An interview with Suzanne Rindell

A Conversation with Suzanne Rindell, author of The Other Typist which explores her inspirations for the book, her research into the 1920s and the ways women's roles changed at this time, and the power of literature and the written word.

What inspired you to write this book?

I was immersed in 1920s literature and working on my dissertation. Somewhere along the way, I became intrigued with the sort of competitive friendships between women that F. Scott Fitzgerald portrays in many of his short stories ("Bernice Bobs Her Hair" is one of my favorites). To me, this felt like a stark contrast when compared to a lot of Victorian literature, wherein female characters seem like they're always holding hands and affectionately proclaiming sisterhood. I wrote Rose in part as a way of charting out one woman's journey through these cultural changes. She longs for the types of sisterly relationships she's read about in books, but life hands her cutthroat Odalie; she is essentially jolted into modernity.

As for the police station setting and Rose's occupation as a typist, a few things converged. I was reading an old New Yorker article that explored the impact typewriters had on the 20th century workplace ("The Typing Life," Joan Acocella, April 9, 2007). The article outlined the contradictory assumptions people made about women and typewriters: that women had the passive temperament necessary to merely record things and therefore made the best typists, but that typing jobs would mean more women would enter certain workplaces where they didn't belong. This article, combined with a real-life obituary I came across about a woman who'd worked her entire life as a stenographer in a police precinct, made for the perfect storm. In my head, I started hearing Rose tell her tale and she couldn't be ignored.

Who are Rose and Odalie? What is their situation as your novel begins? Why are these apparently opposite types so drawn to each other?

Rose is a young woman who has managed to channel her potent loneliness into a stance of prudish disapproval of the people around her. When Odalie joins the typing pool, Rose wants very badly to disapprove of her too, but is seduced by the simple fact that Odalie invites Rose into her life. She is so hungry for companionship, Rose is willing to contradict her beloved principles. It gets to the point where whatever Odalie does– bobbing her hair, smoking, drinking, vamping – is tolerated and eventually admired by Rose. It's a classic case of peer pressure born out of a virulent need to belong. It's a small little coterie, but Rose needs to belong to Odalie, and have Odalie belong to her.

Why was it said by some back in the early twentieth century that the typewriter would "unsex" women?

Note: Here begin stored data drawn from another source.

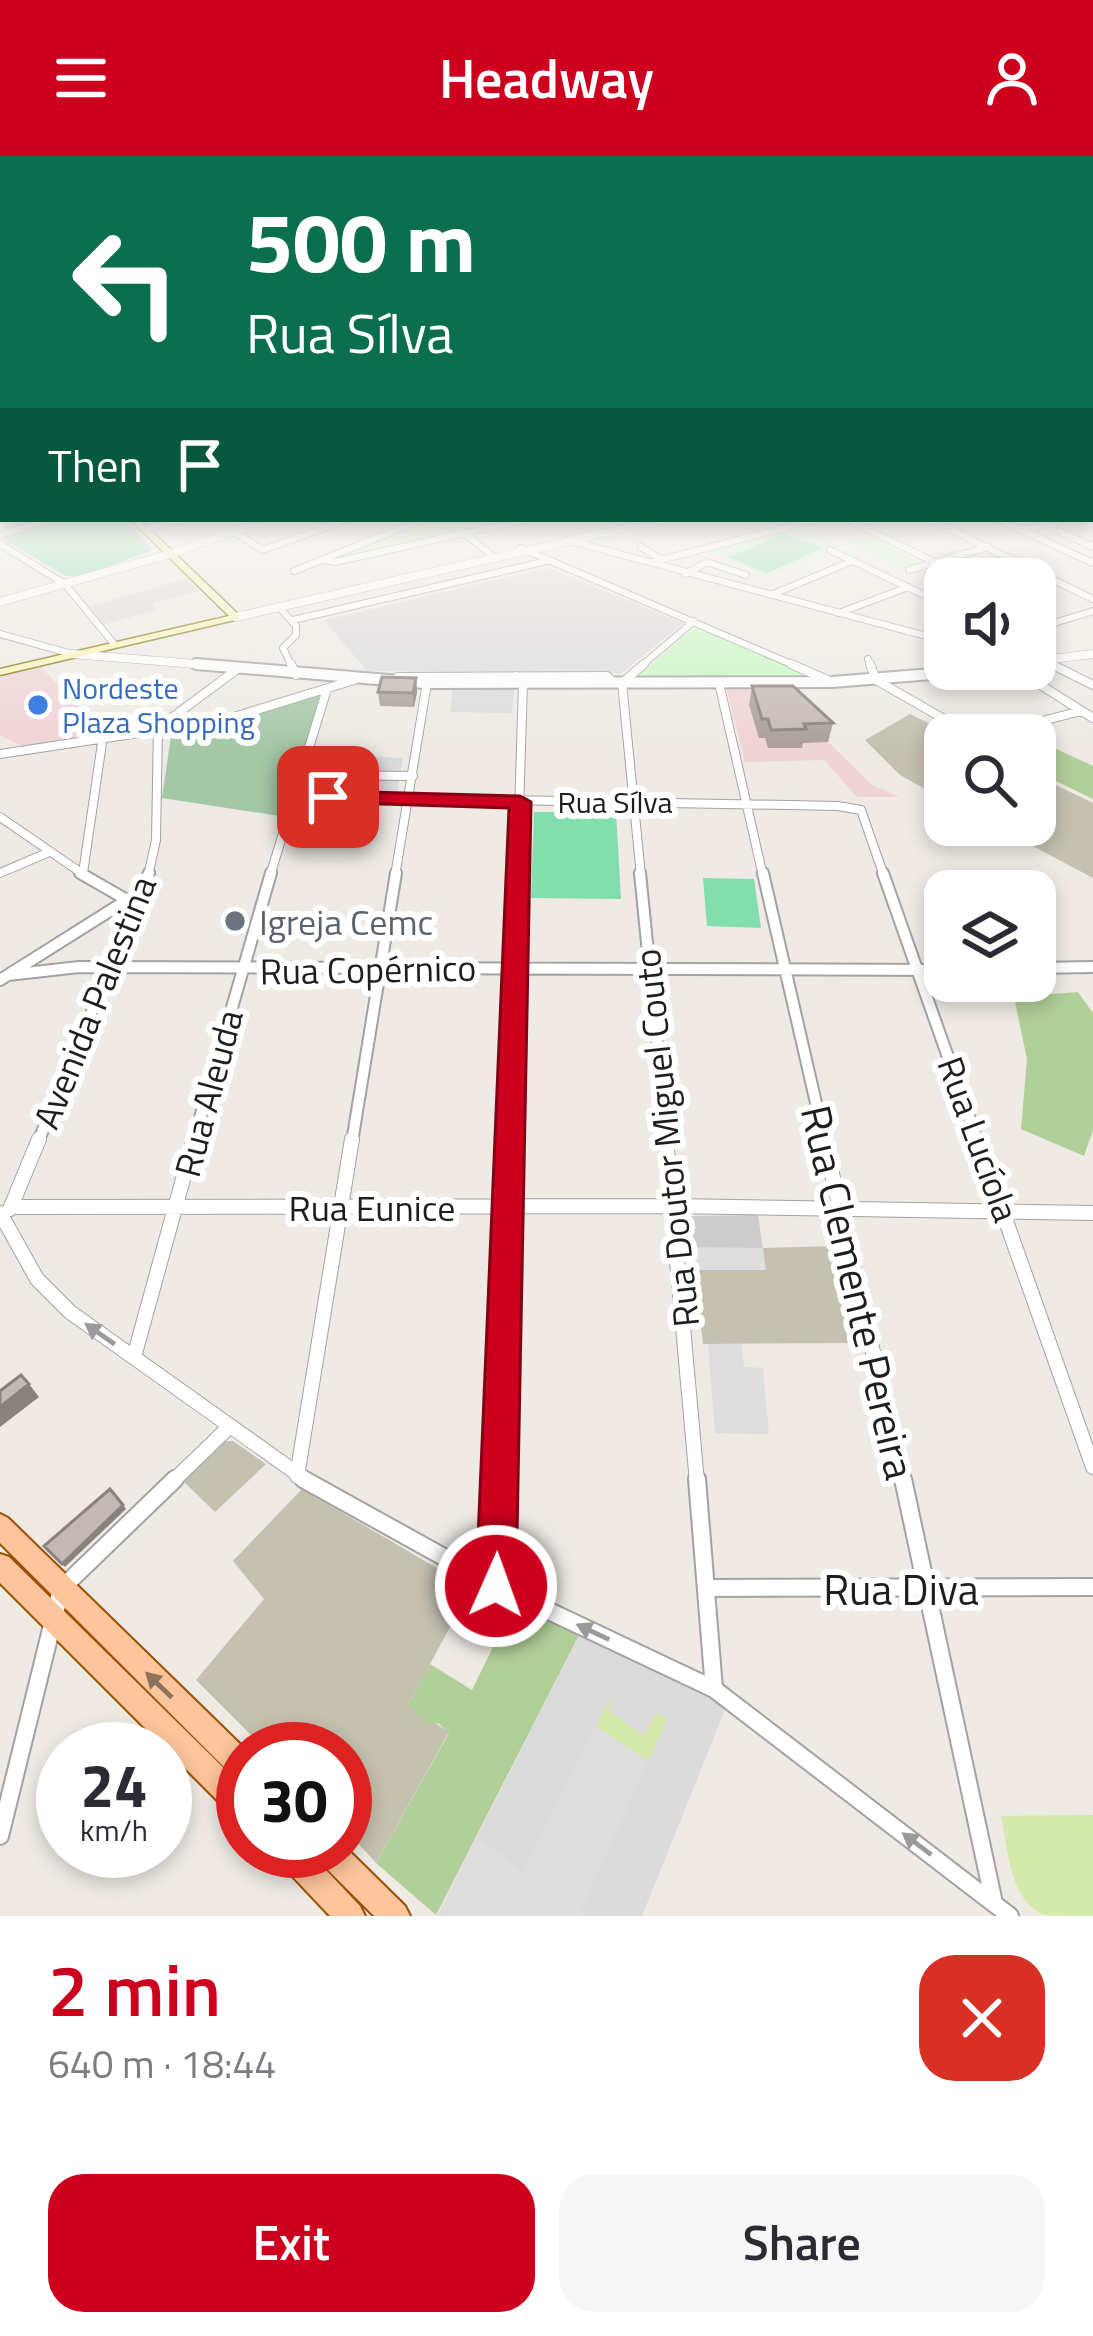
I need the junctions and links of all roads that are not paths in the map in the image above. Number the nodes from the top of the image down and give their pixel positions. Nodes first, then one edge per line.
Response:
1 (61, 585) edge
2 (66, 585) edge
3 (203, 585) edge
4 (375, 585) edge
5 (442, 585) edge
6 (609, 585) edge
7 (722, 585) edge
8 (796, 585) edge
9 (904, 585) edge
10 (1065, 585) edge
11 (725, 586) joint
12 (908, 587) junction
13 (924, 595) edge
14 (768, 597) junction
15 (1093, 599) edge
16 (0, 602) edge
17 (279, 607) junction
18 (1093, 611) edge
19 (836, 614) junction
20 (236, 617) junction
21 (293, 620) junction
22 (694, 621) junction
23 (1056, 622) edge
24 (0, 634) edge
25 (924, 636) edge
26 (114, 644) junction
27 (72, 654) junction
28 (1093, 654) edge
29 (289, 658) junction
30 (868, 659) dead end
31 (1056, 659) edge
32 (1056, 669) edge
33 (236, 670) junction
34 (0, 672) edge
35 (332, 674) junction
36 (296, 675) junction
37 (316, 676) junction
38 (924, 676) edge
39 (374, 679) junction
40 (354, 680) junction
41 (426, 680) junction
42 (520, 680) junction
43 (876, 680) junction
44 (832, 682) junction
45 (618, 683) junction
46 (719, 683) junction
47 (1093, 685) edge
48 (1048, 690) edge
49 (326, 692) junction
50 (1081, 711) junction
51 (935, 714) edge
52 (1056, 717) edge
53 (1093, 718) edge
54 (161, 735) junction
55 (102, 743) junction
56 (0, 754) edge
57 (308, 775) dead end
58 (413, 776) junction
59 (294, 796) junction
60 (410, 800) junction
61 (520, 802) junction
62 (634, 802) junction
63 (746, 805) junction
64 (862, 812) joint
65 (0, 817) edge
66 (47, 853) junction
67 (0, 873) edge
68 (83, 873) junction
69 (133, 900) junction
70 (111, 968) junction
71 (379, 968) junction
72 (514, 968) junction
73 (648, 968) junction
74 (1056, 968) edge
75 (1093, 968) edge
76 (241, 970) junction
77 (785, 970) junction
78 (918, 970) junction
79 (924, 970) edge
80 (4, 978) edge
81 (345, 1205) junction
82 (674, 1206) junction
83 (177, 1208) junction
84 (506, 1208) junction
85 (838, 1209) junction
86 (1005, 1210) junction
87 (1093, 1213) edge
88 (5, 1214) edge
89 (134, 1357) junction
90 (229, 1427) junction
91 (1093, 1467) edge
92 (297, 1476) junction
93 (0, 1526) edge
94 (0, 1566) edge
95 (496, 1586) junction
96 (1093, 1587) edge
97 (709, 1588) junction
98 (61, 1589) junction
99 (928, 1589) junction
100 (52, 1620) junction
101 (714, 1689) junction
102 (216, 1740) edge
103 (216, 1780) edge
104 (0, 1836) edge
105 (313, 1878) edge
106 (356, 1878) edge
107 (994, 1903) junction
108 (350, 1916) edge
109 (395, 1916) edge
110 (1010, 1916) edge

1 - 16 street
2 - 26 street
3 - 20 main road
4 - 17 street
5 - 21 street
6 - 22 street
7 - 11 street
8 - 14 street
9 - 12 street
10 - 15 street
11 - 14 street
12 - 13 street
12 - 19 street
14 - 19 street
17 - 20 street
17 - 21 street
18 - 23 street
19 - 25 street
20 - 26 main road
21 - 29 street
22 - 44 street
22 - 45 street
24 - 27 street
26 - 27 main road
27 - 33 street
27 - 34 main road
28 - 31 street
29 - 35 street
29 - 36 street
30 - 43 street
32 - 47 street
33 - 36 street
33 - 54 street
35 - 37 street
35 - 39 street
36 - 37 street
37 - 40 street
38 - 43 street
39 - 40 street
39 - 41 street
40 - 49 street
41 - 42 street
41 - 58 street
42 - 45 street
42 - 61 street
43 - 44 street
43 - 51 street
44 - 46 street
45 - 46 street
45 - 62 street, Rua Doutor Miguel Couto
46 - 63 street, Rua Clemente Pereira
48 - 50 street
49 - 54 street
49 - 59 street, Rua Aleuda
50 - 52 street
50 - 53 street
54 - 55 street
54 - 69 street, Avenida Palestina
55 - 56 street
55 - 68 street
57 - 58 street
58 - 60 street
59 - 60 street, Rua Sílva
59 - 76 street, Rua Aleuda
60 - 61 street, Rua Sílva
60 - 71 street
61 - 62 street, Rua Sílva
61 - 72 street
62 - 63 street, Rua Sílva
62 - 73 street, Rua Doutor Miguel Couto
63 - 64 street, Rua Sílva
63 - 77 street, Rua Clemente Pereira
64 - 78 street, Rua Lucíola
65 - 66 street
66 - 67 street
66 - 68 street
68 - 69 street
69 - 70 street, Avenida Palestina
69 - 80 street
70 - 76 street, Rua Copérnico
70 - 80 street, Rua Copérnico
70 - 88 street, Avenida Palestina
71 - 72 street, Rua Copérnico
71 - 76 street, Rua Copérnico
71 - 81 street
72 - 73 street, Rua Copérnico
72 - 84 street
73 - 77 street, Rua Copérnico
73 - 82 street, Rua Doutor Miguel Couto
74 - 75 street
76 - 83 street, Rua Aleuda
77 - 78 street, Rua Copérnico
77 - 85 street, Rua Clemente Pereira
78 - 79 street, Rua Copérnico
78 - 86 street, Rua Lucíola
81 - 83 street, Rua Eunice
81 - 84 street, Rua Eunice
81 - 92 street
82 - 84 street, Rua Eunice
82 - 85 street, Rua Eunice
82 - 97 street, Rua Doutor Miguel Couto
83 - 88 street, Rua Eunice
83 - 89 street, Rua Aleuda
84 - 95 street
85 - 86 street, Rua Eunice
85 - 99 street, Rua Clemente Pereira
86 - 87 street, Rua Eunice
86 - 91 street, Rua Lucíola
89 -> 88 street
89 - 90 street
90 - 92 street
90 - 98 street
92 - 95 street
93 - 98 main road
94 - 100 main road
101 -> 95 street
96 - 99 street, Rua Diva
97 - 99 street, Rua Diva
97 - 101 street, Rua Doutor Miguel Couto
98 - 100 street
102 -> 98 main road
99 - 107 street, Rua Clemente Pereira
100 - 103 main road
100 - 104 street
107 -> 101 street
105 - 108 main road
106 - 109 main road
107 - 110 street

The worry was that women would enter workplaces from which they had been previously barred, work long hours, and take up the kinds of "bachelor" habits that go along with that lifestyle (living independently, eating at lunch counters, going out in the evenings). In short, the typewriter would take more women out of the home and put them in the office, and the fear was women would loose interest in matrimony, nurturing children, general domestic life.

Why was it considered such a statement in the 1920s for a woman to bob her hair, or cut it short? Smoking is another symbol of the changes in the role of women that were taking place at the time, along with drinking and dating and much freer sexual behavior, at least for some women. Why were all these changes happening at this time?

I would argue that gender roles loosened up in the 1920s, and that bobbing one's hair was a way of playing with the sort of subversive role-reversal that was going on at the time. This is the same period where you have Coco Chanel retailoring men's jackets for women to wear, lots of cross-dressing in the cabarets in Weimar Germany, and Olympic sports opening up to include women. On top of it all, you have the typewriter creating more employment for women and automobiles transforming courtship into an early version of modern dating. A boom in urban populations and the advent of new technologies meant the times were a-changin,' and women were able to make different lifestyle choices.

Rose is reading Jane Austen novels, but people are talking about T.S. Eliot at bohemian parties. Is this a literary mirror to what is happening in society and between Rose and Odalie?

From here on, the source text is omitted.